*Supplied data*
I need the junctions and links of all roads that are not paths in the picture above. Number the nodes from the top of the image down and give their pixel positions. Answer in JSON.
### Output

...

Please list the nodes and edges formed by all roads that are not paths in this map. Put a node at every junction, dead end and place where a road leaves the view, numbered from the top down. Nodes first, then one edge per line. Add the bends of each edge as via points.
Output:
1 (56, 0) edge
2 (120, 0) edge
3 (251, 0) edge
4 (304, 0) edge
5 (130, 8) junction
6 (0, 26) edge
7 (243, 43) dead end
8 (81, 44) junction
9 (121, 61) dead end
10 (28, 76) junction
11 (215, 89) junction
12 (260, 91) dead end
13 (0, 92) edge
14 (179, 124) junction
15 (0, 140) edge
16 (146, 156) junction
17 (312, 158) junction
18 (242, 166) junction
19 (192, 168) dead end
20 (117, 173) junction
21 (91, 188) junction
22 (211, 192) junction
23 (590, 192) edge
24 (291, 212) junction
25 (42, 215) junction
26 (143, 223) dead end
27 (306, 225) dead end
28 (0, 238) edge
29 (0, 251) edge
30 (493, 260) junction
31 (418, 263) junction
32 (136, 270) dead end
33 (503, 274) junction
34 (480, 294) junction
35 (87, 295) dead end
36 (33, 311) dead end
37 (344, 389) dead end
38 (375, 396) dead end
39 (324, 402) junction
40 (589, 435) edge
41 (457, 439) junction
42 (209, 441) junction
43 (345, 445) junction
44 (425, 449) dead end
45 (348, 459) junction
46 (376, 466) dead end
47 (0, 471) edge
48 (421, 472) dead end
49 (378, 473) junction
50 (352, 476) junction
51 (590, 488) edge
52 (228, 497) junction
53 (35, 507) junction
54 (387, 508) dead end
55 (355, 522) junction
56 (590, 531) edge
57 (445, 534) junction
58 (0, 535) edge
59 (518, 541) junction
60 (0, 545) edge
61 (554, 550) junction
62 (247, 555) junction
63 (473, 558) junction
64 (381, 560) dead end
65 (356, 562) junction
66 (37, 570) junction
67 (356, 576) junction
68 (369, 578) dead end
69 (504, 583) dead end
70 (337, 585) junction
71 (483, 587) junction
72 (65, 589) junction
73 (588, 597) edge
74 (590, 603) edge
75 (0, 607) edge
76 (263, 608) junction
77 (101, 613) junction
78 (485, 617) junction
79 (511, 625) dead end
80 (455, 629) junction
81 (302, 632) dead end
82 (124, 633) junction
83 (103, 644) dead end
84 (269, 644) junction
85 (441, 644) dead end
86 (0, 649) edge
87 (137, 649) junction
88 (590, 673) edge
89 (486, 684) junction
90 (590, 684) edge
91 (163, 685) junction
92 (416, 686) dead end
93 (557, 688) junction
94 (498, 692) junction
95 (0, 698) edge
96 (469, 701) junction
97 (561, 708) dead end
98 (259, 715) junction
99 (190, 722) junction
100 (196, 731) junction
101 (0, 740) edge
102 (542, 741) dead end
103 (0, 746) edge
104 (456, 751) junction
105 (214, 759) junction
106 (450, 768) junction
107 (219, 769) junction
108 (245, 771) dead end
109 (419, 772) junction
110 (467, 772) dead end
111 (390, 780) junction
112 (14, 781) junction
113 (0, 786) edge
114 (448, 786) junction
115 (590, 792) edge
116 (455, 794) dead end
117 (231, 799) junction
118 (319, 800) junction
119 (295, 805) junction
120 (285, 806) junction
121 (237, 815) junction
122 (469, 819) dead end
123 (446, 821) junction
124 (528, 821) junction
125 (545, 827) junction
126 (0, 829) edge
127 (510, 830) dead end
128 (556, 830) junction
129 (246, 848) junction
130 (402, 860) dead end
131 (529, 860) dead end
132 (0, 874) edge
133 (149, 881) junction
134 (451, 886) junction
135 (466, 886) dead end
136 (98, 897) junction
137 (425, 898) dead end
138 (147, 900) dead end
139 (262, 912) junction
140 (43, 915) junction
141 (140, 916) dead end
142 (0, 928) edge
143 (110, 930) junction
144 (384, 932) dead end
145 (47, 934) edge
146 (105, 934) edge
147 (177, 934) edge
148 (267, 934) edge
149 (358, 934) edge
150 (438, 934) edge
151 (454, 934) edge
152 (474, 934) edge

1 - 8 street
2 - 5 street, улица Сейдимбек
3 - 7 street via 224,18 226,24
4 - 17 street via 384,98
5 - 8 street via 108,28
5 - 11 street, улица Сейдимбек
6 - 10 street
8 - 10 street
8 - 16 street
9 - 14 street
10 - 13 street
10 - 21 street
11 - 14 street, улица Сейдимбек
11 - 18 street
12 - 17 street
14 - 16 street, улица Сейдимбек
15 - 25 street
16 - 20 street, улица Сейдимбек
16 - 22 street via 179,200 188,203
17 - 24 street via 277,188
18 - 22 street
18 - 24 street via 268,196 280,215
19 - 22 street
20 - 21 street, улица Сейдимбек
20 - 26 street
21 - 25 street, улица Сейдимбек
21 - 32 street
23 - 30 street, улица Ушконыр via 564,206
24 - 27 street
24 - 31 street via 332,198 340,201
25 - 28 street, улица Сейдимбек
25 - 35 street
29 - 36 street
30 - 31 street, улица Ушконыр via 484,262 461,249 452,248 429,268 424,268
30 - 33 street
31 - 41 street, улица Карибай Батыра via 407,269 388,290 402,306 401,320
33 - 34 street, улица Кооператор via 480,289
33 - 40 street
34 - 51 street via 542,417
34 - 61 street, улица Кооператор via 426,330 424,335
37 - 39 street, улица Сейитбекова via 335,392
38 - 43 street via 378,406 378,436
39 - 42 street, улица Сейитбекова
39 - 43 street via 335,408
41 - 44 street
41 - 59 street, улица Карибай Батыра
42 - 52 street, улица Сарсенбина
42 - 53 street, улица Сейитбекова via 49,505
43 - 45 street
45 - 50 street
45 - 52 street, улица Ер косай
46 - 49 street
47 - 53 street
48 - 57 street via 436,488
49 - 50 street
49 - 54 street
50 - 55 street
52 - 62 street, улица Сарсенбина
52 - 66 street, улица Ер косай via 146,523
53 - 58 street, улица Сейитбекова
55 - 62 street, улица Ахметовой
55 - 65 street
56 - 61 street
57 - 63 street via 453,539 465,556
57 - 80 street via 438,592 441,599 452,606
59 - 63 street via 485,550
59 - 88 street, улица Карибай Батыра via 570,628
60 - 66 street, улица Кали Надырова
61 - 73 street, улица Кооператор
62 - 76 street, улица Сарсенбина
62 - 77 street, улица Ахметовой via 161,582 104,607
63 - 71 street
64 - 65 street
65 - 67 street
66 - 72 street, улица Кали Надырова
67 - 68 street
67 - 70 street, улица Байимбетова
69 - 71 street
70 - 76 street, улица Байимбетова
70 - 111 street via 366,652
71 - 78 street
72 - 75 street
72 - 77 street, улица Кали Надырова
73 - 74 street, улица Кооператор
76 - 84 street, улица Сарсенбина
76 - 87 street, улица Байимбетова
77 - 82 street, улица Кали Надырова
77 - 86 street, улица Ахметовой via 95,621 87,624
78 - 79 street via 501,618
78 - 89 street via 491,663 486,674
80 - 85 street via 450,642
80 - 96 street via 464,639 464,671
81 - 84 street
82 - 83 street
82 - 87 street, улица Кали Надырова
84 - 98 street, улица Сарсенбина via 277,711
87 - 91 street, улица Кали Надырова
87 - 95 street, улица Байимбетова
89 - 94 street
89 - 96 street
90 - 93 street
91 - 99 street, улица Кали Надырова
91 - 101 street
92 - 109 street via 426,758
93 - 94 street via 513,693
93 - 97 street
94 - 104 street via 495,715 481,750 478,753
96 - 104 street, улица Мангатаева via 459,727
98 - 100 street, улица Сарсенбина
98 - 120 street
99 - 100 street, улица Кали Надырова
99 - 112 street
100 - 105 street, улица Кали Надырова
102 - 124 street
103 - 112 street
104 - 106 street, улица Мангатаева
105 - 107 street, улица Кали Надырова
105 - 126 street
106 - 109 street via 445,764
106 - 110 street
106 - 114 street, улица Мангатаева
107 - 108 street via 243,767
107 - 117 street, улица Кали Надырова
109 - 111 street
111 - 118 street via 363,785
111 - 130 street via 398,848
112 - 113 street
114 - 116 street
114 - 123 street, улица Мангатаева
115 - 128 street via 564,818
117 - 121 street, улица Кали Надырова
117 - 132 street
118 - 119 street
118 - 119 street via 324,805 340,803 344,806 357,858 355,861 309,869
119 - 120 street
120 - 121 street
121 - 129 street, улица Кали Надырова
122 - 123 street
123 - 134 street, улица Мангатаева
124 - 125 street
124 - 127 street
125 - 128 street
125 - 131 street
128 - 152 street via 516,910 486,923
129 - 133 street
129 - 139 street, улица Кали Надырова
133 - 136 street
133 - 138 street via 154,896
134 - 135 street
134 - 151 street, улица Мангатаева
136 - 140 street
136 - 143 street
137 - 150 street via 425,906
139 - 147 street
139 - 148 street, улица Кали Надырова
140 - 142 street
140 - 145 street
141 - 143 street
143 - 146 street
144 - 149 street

* * *

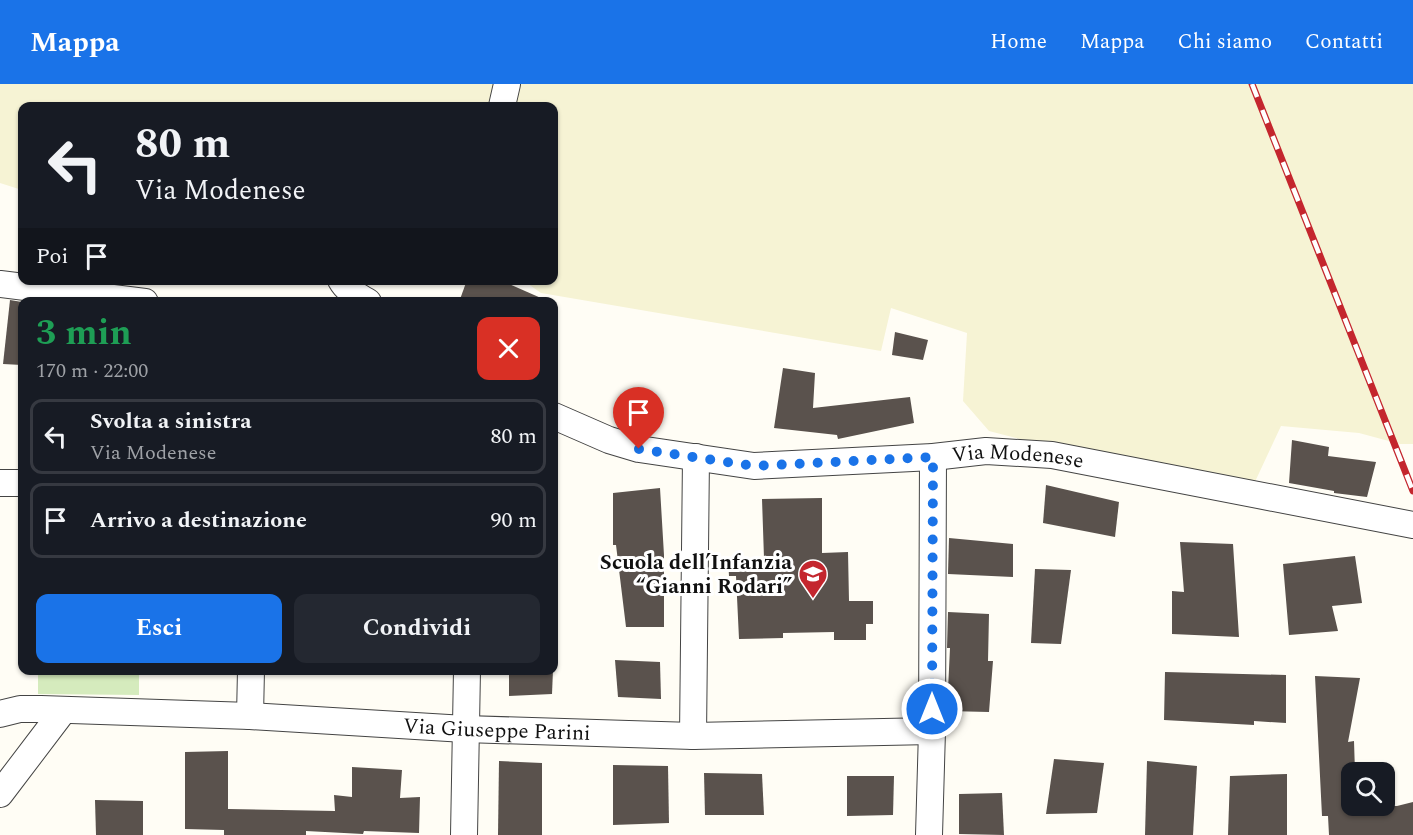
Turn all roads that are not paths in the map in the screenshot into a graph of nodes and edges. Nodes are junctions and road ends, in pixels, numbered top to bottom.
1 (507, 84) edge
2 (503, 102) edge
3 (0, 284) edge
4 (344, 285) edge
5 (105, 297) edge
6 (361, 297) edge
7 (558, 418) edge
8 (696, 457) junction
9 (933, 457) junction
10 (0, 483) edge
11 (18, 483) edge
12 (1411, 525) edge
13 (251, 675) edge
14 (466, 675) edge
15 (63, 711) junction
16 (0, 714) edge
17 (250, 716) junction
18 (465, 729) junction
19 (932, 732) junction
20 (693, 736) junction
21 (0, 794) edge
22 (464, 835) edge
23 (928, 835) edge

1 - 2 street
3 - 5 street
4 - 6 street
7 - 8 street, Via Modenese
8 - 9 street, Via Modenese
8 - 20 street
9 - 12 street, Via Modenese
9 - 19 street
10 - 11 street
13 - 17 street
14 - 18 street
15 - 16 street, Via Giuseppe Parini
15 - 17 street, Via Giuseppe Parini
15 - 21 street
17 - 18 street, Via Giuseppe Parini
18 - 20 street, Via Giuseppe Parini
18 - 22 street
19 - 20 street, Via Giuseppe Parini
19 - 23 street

*Task to carry out*
Looking at the material above, count the lines that hold "from" and give the total alone.

*Completed exercise*
2